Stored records
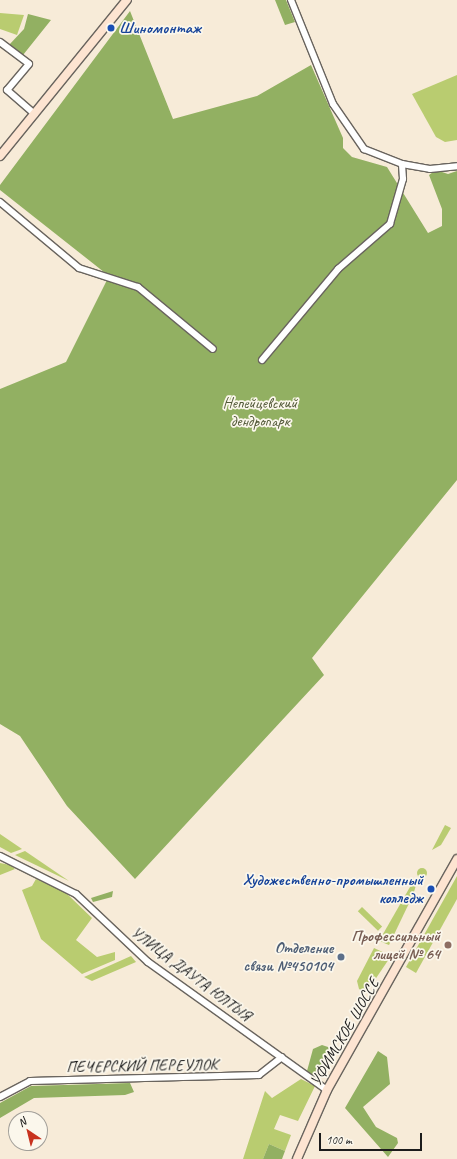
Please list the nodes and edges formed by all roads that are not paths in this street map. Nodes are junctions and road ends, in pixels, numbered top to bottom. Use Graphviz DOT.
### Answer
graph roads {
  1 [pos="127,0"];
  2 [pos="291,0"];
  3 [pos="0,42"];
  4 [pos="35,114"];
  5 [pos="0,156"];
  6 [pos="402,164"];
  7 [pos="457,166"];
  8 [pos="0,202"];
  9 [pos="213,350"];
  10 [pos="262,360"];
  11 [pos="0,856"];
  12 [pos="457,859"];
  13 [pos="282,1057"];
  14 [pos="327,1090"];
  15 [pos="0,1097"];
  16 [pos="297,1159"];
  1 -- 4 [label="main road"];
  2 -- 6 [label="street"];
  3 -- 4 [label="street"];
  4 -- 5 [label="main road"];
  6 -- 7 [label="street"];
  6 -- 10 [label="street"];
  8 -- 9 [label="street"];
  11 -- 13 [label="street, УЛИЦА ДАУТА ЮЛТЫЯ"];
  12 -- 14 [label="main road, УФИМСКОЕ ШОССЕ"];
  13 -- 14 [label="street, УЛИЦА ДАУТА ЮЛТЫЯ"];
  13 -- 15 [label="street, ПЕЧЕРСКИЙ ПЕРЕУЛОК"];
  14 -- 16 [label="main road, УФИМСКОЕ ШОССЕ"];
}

• [Instructions for the task]: Repeat all of the data above word for word, minus the pictures.

• [The completed task]:
Please list the nodes and edges formed by all roads that are not paths in this street map. Nodes are junctions and road ends, in pixels, numbered top to bottom. Use Graphviz DOT.
### Answer
graph roads {
  1 [pos="127,0"];
  2 [pos="291,0"];
  3 [pos="0,42"];
  4 [pos="35,114"];
  5 [pos="0,156"];
  6 [pos="402,164"];
  7 [pos="457,166"];
  8 [pos="0,202"];
  9 [pos="213,350"];
  10 [pos="262,360"];
  11 [pos="0,856"];
  12 [pos="457,859"];
  13 [pos="282,1057"];
  14 [pos="327,1090"];
  15 [pos="0,1097"];
  16 [pos="297,1159"];
  1 -- 4 [label="main road"];
  2 -- 6 [label="street"];
  3 -- 4 [label="street"];
  4 -- 5 [label="main road"];
  6 -- 7 [label="street"];
  6 -- 10 [label="street"];
  8 -- 9 [label="street"];
  11 -- 13 [label="street, УЛИЦА ДАУТА ЮЛТЫЯ"];
  12 -- 14 [label="main road, УФИМСКОЕ ШОССЕ"];
  13 -- 14 [label="street, УЛИЦА ДАУТА ЮЛТЫЯ"];
  13 -- 15 [label="street, ПЕЧЕРСКИЙ ПЕРЕУЛОК"];
  14 -- 16 [label="main road, УФИМСКОЕ ШОССЕ"];
}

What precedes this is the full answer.